• _Dataset entries_
Start of Block
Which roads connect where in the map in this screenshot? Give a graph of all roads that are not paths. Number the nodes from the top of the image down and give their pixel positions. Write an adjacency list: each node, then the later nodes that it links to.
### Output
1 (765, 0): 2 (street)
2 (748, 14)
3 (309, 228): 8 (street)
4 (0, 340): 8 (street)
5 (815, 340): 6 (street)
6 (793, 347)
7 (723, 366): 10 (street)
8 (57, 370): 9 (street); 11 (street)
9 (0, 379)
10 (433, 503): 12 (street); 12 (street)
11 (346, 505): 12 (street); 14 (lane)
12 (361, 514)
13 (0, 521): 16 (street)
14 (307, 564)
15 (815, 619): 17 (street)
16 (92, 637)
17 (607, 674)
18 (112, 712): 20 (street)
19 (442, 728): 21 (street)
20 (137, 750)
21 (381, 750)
End of Block
• _YOUR INSTRUCTIONS_
Please return the data above exactly as given.

• _RESULT OF THIS EXERCISE_
Which roads connect where in the map in this screenshot? Give a graph of all roads that are not paths. Number the nodes from the top of the image down and give their pixel positions. Write an adjacency list: each node, then the later nodes that it links to.
### Output
1 (765, 0): 2 (street)
2 (748, 14)
3 (309, 228): 8 (street)
4 (0, 340): 8 (street)
5 (815, 340): 6 (street)
6 (793, 347)
7 (723, 366): 10 (street)
8 (57, 370): 9 (street); 11 (street)
9 (0, 379)
10 (433, 503): 12 (street); 12 (street)
11 (346, 505): 12 (street); 14 (lane)
12 (361, 514)
13 (0, 521): 16 (street)
14 (307, 564)
15 (815, 619): 17 (street)
16 (92, 637)
17 (607, 674)
18 (112, 712): 20 (street)
19 (442, 728): 21 (street)
20 (137, 750)
21 (381, 750)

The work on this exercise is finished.